Thursday, February 3, 2011

Review - Sean Mills - The Empire Within: Postcolonial Thought and Political Activism in Sixties Montreal

Sean Mills' The Empire Within: Postcolonial Thought and Political Activism in Sixties Montreal (McGill: Montreal, 2010), traces the discourse of decolonization throughout the rise of diverse Montreal protest groups in the 1960s. The work shows that activism during the period was dynamic and complex, and moves far beyond a simplified popular version of the era centred on the FLQ's radicalism. Revising a historiography which shows the period as a reaction to the social conditions of 1950s Quebec, Mills contextualizes the intellectual ferment in Montreal with that of international dissident political movements and thinkers. Despite the diversity of groups struggling for empowerment across racial, linguistic, economic, and gender divides, Mills observes that "hovering over all of the conversation of leftists throughout the city was Montreal's relationship to empire." (51)



Sir George Williams Riot, 1969

Intellectuals such as Jacques Bergue, Albert Memmi and Frantz Fanon developed a conceptual framework which saw colonialism divide human groups. The colonizer systematically suppressing the culture, language and history of the colonized. Such a process leads to the internalization of racist structures by both sides of the power relations, which can still persist in neo-colonial forms. The Quebec protest movement would infuse these ideas with the specificity of anti-colonial Marxism, which Robert Young claims "emphasizes [...] the untranslatability of revolutionary practices, the need for attention to local forms, and the translation of the universal into the idiom of the local." (34) Mill sees the Partis Pris as having the largest impact on the "language of dissent" in Quebec. This publishing house cum political party saw the Catholic Church as a primary mechanism of colonial power and adopted a program of secularization, independence and socialism. With these ideas and the demographic transition fuelled by increased immigration, the post-war baby boom, and urbanization, Montreal became a hot-bed of criticism against what was increasingly characterized as a unjust colonial system.
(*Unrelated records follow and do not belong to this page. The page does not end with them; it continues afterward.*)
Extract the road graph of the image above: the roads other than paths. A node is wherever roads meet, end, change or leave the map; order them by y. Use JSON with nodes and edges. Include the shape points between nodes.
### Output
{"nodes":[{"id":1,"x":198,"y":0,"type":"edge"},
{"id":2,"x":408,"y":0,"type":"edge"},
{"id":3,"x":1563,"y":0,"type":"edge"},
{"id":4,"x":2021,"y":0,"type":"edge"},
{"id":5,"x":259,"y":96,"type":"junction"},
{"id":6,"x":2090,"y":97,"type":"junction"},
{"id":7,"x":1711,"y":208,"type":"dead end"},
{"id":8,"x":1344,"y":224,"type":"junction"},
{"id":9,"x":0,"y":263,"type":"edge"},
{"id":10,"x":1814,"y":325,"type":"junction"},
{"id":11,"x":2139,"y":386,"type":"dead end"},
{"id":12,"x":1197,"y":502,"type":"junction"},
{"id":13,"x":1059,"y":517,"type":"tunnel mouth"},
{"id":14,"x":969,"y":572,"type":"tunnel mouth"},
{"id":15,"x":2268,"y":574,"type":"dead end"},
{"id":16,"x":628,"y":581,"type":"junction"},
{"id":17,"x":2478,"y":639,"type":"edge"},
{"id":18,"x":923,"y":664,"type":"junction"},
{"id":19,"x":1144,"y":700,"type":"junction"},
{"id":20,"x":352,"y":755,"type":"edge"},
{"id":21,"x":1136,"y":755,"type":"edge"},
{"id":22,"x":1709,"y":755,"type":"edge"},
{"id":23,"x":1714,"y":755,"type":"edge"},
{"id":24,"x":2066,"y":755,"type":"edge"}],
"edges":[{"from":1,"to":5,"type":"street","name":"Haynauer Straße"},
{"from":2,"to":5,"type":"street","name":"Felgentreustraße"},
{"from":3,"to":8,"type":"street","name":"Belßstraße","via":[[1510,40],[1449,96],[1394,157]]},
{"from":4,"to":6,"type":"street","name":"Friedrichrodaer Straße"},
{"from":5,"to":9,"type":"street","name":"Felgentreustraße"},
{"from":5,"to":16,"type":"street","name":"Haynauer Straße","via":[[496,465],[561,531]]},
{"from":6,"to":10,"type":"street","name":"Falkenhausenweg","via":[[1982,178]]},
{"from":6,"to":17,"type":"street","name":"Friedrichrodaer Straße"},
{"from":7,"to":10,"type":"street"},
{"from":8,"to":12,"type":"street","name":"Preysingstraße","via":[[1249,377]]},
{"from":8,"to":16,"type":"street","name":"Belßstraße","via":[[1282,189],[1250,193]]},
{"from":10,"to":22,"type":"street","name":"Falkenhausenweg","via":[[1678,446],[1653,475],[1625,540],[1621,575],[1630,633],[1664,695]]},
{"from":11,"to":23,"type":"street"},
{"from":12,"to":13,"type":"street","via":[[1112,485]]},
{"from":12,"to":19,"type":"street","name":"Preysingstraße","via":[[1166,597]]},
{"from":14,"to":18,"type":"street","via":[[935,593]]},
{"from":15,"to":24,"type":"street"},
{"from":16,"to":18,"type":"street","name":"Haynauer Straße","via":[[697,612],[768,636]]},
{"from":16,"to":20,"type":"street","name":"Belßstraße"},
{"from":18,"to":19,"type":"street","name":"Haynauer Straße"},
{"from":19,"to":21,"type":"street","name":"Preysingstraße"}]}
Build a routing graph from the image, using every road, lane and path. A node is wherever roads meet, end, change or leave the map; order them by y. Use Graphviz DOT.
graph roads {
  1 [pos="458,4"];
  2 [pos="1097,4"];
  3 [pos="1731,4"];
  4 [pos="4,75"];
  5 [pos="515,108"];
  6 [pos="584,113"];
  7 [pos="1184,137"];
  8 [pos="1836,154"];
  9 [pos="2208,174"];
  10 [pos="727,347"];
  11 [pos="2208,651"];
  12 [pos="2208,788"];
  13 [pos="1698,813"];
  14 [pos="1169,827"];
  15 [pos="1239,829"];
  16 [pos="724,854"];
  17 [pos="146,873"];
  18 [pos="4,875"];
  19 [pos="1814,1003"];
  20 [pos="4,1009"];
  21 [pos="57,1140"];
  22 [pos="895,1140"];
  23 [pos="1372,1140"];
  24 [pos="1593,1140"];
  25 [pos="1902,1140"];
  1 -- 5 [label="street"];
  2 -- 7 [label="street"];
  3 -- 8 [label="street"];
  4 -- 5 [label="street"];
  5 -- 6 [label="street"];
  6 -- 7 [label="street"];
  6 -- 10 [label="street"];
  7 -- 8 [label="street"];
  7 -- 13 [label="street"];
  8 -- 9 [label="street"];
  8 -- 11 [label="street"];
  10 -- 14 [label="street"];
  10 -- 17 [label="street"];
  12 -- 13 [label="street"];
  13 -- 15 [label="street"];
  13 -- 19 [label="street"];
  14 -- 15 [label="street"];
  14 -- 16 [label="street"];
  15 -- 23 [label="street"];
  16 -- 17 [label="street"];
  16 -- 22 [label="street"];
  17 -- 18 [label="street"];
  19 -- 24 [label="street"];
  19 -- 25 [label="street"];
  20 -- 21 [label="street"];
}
         Mills traces the rise of social protest groups which differentiated themselves due to race, gender, language and class, emphasizing their shared international influences in the realm of post-colonial thought. The emphasis is on the writers of the manifestos and the intellectual leadership, and it is noted that the postcolonial message is diluted when analysis strays from these "elites" to the rhetoric of the street protest. As militant protest rose after 1968, a blend of socialist decolonization, Marxism and the old "tropes of traditional nationalism" were prevalent in popular protest. (158) While an underlying nostalgia seems impossible to avoid in dealing with the sixties era, Mills does not romanticize his subjects. The macho and masculine discourse of black-power is shown to exclude women, the FLQ's accusations against Trudeau are denounced as homophobic, and women's groups are seen splintered along the lines of whether to include men in their struggle. It seems that the non-hierarchical and democratic nature of many protest groups made for unification against a common enemy at first, but then led to dissipation and internal conflict. Ultimately, leftist protest and their post-colonial framework was usurped by the class-based analysis of the labour movement.
Student Protest Montreal, October 1968
        Mills' work approaches a stand-alone history of the Quiet Revolution, yet its focus is clearly on the left, leaving the provincial and Catholic Church's reactions to the protest movement to other monographs. Also remaining unexplored is the intertwined conceptual framework of Marxist structures with post-colonial thought, which is perhaps germane to a history of leftist protest. The extent to which the post-colonial thought of the manifesto writers was on the public's mind is left ambiguous by Mills' brief comments on the rhetoric of street-protest, but an analysis of the broader public discourse during the era is perhaps another book awaiting its author. The clean sweep of historical awards granted The Empire Within shows that historical establishment is favourable to Mills' work. For moving beyond an exceptional Quebec in this transnational approach, rising above a historiography focused on the radicals behind the October Crisis, and providing an excellent readable history of a fascinating period of Quebec, Mills' work is a necessary addition to the literature of the period.

Sean Mills, The Empire Within: Postcolonial Thought and Political Activism in Sixties Montreal (McGill: Montreal, 2010).